* **YOUR TASK**
Exact copies of all the lines below are needed, without the pictures.

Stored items
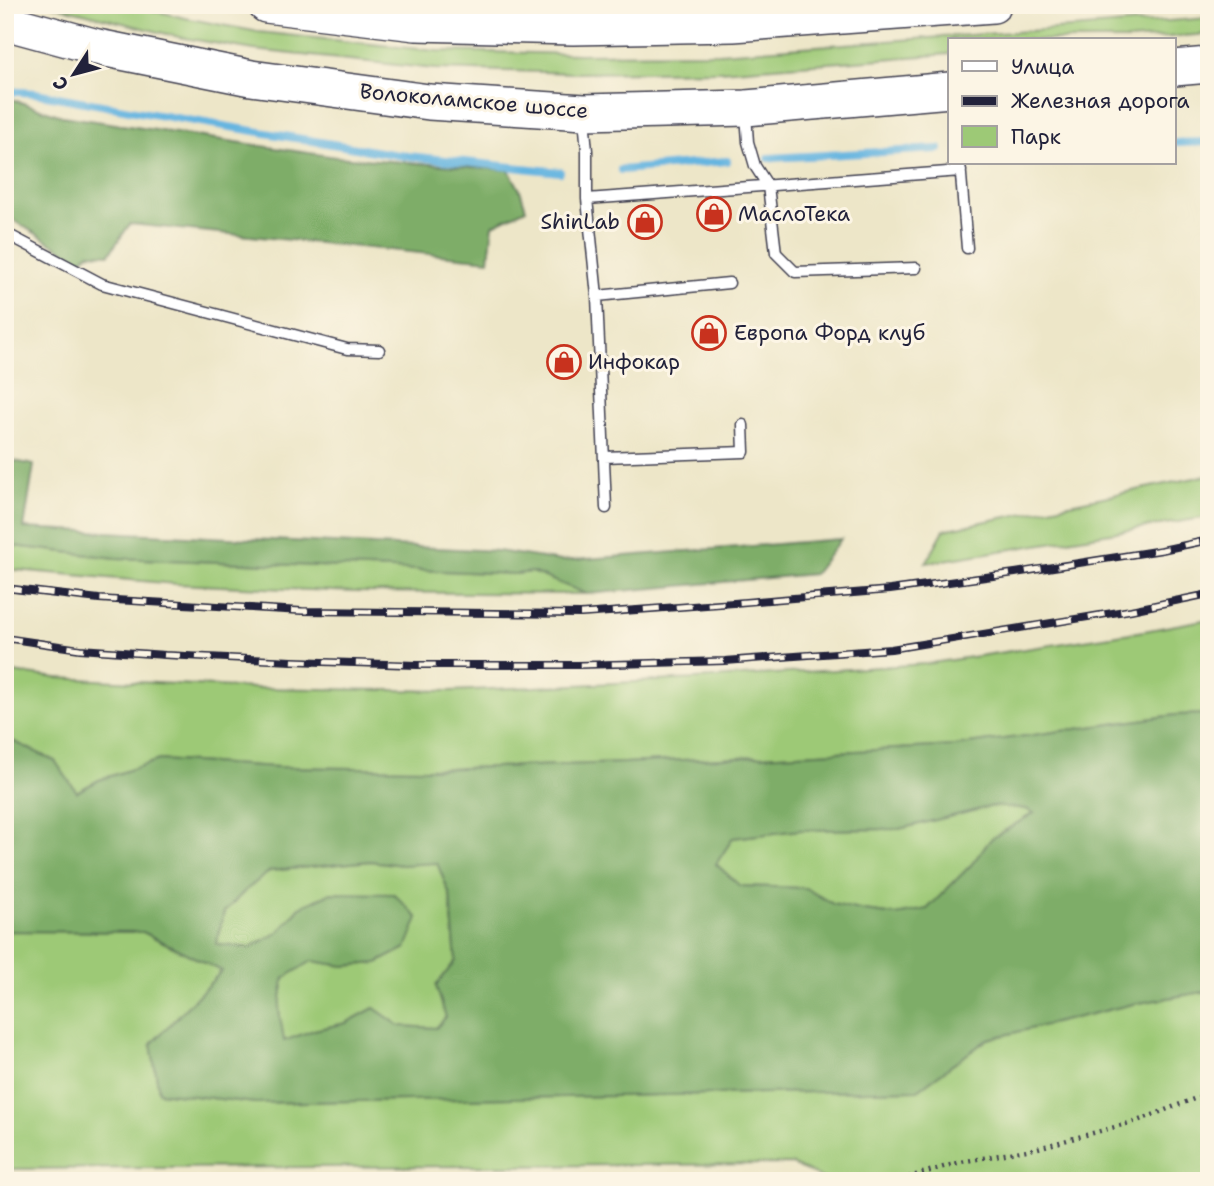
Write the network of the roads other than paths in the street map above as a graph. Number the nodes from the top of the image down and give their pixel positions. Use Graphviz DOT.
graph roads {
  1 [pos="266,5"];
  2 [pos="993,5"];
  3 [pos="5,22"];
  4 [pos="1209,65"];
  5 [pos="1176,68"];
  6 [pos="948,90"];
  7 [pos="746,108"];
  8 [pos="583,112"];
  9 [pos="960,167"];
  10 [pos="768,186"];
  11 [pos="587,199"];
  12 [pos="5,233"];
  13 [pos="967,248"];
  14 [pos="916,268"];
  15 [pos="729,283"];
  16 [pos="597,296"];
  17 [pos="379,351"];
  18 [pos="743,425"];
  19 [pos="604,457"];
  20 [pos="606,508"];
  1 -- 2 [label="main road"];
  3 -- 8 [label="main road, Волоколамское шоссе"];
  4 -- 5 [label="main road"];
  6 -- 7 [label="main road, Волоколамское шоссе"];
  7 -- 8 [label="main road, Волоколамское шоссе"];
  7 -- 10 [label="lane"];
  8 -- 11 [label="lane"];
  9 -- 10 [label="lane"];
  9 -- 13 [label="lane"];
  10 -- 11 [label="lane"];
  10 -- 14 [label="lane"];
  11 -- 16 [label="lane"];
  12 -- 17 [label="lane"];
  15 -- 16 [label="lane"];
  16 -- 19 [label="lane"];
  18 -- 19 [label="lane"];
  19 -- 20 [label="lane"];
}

* **ANSWER TO THE PROBLEM**
Write the network of the roads other than paths in the street map above as a graph. Number the nodes from the top of the image down and give their pixel positions. Use Graphviz DOT.
graph roads {
  1 [pos="266,5"];
  2 [pos="993,5"];
  3 [pos="5,22"];
  4 [pos="1209,65"];
  5 [pos="1176,68"];
  6 [pos="948,90"];
  7 [pos="746,108"];
  8 [pos="583,112"];
  9 [pos="960,167"];
  10 [pos="768,186"];
  11 [pos="587,199"];
  12 [pos="5,233"];
  13 [pos="967,248"];
  14 [pos="916,268"];
  15 [pos="729,283"];
  16 [pos="597,296"];
  17 [pos="379,351"];
  18 [pos="743,425"];
  19 [pos="604,457"];
  20 [pos="606,508"];
  1 -- 2 [label="main road"];
  3 -- 8 [label="main road, Волоколамское шоссе"];
  4 -- 5 [label="main road"];
  6 -- 7 [label="main road, Волоколамское шоссе"];
  7 -- 8 [label="main road, Волоколамское шоссе"];
  7 -- 10 [label="lane"];
  8 -- 11 [label="lane"];
  9 -- 10 [label="lane"];
  9 -- 13 [label="lane"];
  10 -- 11 [label="lane"];
  10 -- 14 [label="lane"];
  11 -- 16 [label="lane"];
  12 -- 17 [label="lane"];
  15 -- 16 [label="lane"];
  16 -- 19 [label="lane"];
  18 -- 19 [label="lane"];
  19 -- 20 [label="lane"];
}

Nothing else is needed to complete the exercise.